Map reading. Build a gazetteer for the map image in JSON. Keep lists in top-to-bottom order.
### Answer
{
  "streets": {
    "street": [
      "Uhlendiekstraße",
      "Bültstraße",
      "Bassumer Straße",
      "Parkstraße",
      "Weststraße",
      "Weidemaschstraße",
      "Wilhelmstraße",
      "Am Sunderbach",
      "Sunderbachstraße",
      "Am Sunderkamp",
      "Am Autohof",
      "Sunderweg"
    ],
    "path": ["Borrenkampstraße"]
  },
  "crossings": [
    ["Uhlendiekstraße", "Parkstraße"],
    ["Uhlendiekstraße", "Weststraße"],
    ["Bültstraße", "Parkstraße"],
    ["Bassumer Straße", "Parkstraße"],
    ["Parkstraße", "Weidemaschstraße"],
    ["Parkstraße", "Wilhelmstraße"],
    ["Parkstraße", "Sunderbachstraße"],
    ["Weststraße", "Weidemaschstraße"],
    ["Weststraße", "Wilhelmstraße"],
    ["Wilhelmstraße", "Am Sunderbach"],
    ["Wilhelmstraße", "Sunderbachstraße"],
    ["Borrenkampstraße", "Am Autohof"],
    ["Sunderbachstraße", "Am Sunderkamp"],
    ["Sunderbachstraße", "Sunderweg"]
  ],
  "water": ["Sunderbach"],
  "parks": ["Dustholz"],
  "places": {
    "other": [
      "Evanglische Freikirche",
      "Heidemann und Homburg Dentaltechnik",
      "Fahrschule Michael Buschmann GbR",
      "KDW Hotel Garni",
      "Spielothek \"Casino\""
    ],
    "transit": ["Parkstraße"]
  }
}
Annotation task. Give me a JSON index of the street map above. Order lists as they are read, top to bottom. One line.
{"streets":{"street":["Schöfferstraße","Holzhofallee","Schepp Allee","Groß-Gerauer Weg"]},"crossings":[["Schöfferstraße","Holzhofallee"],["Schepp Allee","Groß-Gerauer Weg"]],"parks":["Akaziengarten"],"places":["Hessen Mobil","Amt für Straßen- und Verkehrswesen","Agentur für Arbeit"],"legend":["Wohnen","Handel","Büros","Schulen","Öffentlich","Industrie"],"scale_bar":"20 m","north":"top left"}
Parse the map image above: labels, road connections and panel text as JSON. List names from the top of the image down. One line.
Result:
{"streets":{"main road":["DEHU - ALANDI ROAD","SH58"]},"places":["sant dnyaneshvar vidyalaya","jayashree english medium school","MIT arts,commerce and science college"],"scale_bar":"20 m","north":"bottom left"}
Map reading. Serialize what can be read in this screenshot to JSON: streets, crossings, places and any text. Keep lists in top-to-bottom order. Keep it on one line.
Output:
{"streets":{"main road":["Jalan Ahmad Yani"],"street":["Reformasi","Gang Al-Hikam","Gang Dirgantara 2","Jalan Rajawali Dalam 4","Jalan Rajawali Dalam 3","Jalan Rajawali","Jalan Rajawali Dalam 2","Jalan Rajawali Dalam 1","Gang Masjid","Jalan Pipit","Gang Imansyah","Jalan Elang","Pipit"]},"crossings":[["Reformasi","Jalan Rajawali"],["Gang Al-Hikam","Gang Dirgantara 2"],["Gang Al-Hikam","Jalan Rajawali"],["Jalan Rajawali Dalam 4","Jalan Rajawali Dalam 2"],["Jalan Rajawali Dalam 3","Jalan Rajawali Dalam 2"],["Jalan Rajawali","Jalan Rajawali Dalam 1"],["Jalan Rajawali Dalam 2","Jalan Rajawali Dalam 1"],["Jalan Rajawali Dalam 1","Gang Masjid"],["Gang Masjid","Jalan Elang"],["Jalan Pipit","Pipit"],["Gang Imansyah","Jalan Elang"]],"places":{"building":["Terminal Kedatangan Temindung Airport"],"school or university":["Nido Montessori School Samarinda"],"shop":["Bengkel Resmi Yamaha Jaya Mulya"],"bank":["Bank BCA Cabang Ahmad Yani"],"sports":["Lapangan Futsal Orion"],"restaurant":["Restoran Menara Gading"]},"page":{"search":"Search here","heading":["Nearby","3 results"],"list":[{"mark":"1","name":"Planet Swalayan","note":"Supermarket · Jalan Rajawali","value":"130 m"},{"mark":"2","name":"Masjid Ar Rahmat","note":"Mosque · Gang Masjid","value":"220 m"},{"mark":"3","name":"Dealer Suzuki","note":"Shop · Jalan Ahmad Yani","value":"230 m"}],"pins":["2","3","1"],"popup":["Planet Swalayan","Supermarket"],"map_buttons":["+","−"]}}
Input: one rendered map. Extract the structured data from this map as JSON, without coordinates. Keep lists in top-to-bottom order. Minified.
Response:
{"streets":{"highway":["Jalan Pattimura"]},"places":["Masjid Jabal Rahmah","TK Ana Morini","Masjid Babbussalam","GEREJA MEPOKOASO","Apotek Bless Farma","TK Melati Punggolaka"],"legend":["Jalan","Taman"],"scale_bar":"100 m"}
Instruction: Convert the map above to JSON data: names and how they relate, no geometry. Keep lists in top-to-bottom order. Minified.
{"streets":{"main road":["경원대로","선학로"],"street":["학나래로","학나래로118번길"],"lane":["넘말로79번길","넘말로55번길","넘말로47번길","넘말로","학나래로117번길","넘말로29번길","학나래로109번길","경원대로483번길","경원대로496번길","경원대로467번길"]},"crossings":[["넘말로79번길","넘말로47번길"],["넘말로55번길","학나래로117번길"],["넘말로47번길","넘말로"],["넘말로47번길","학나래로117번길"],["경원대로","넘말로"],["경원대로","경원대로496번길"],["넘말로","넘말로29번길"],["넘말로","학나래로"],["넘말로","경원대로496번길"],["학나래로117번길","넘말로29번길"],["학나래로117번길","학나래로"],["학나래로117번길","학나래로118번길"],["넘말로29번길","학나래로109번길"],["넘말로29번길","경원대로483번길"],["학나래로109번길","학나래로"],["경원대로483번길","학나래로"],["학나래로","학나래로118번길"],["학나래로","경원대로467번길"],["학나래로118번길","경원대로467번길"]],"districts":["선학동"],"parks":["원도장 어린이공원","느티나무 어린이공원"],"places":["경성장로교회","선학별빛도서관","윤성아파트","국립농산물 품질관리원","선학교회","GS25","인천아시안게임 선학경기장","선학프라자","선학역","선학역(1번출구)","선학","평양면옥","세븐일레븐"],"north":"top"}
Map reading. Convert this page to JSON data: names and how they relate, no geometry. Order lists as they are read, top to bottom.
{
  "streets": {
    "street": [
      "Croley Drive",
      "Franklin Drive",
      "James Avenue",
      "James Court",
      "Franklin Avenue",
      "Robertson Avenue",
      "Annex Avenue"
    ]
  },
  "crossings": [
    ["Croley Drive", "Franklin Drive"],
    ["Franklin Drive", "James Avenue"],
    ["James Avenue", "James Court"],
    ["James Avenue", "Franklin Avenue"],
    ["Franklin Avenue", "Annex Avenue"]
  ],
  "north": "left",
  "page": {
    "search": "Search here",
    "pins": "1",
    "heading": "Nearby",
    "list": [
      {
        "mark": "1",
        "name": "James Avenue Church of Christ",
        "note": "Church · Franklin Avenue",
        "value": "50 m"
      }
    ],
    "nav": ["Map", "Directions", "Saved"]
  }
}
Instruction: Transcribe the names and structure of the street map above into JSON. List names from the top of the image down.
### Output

Requirement:
Wherever "text" appears in a line of the entries, copy that line.

Result of this exercise:
Parse the map image above: labels, road connections and panel text as JSON. List names from the top of the image down. One line.
Map reading. Serialize what can be read in this screenshot to JSON: streets, crossings, places and any text. Keep lists in top-to-bottom order. Keep it on one line.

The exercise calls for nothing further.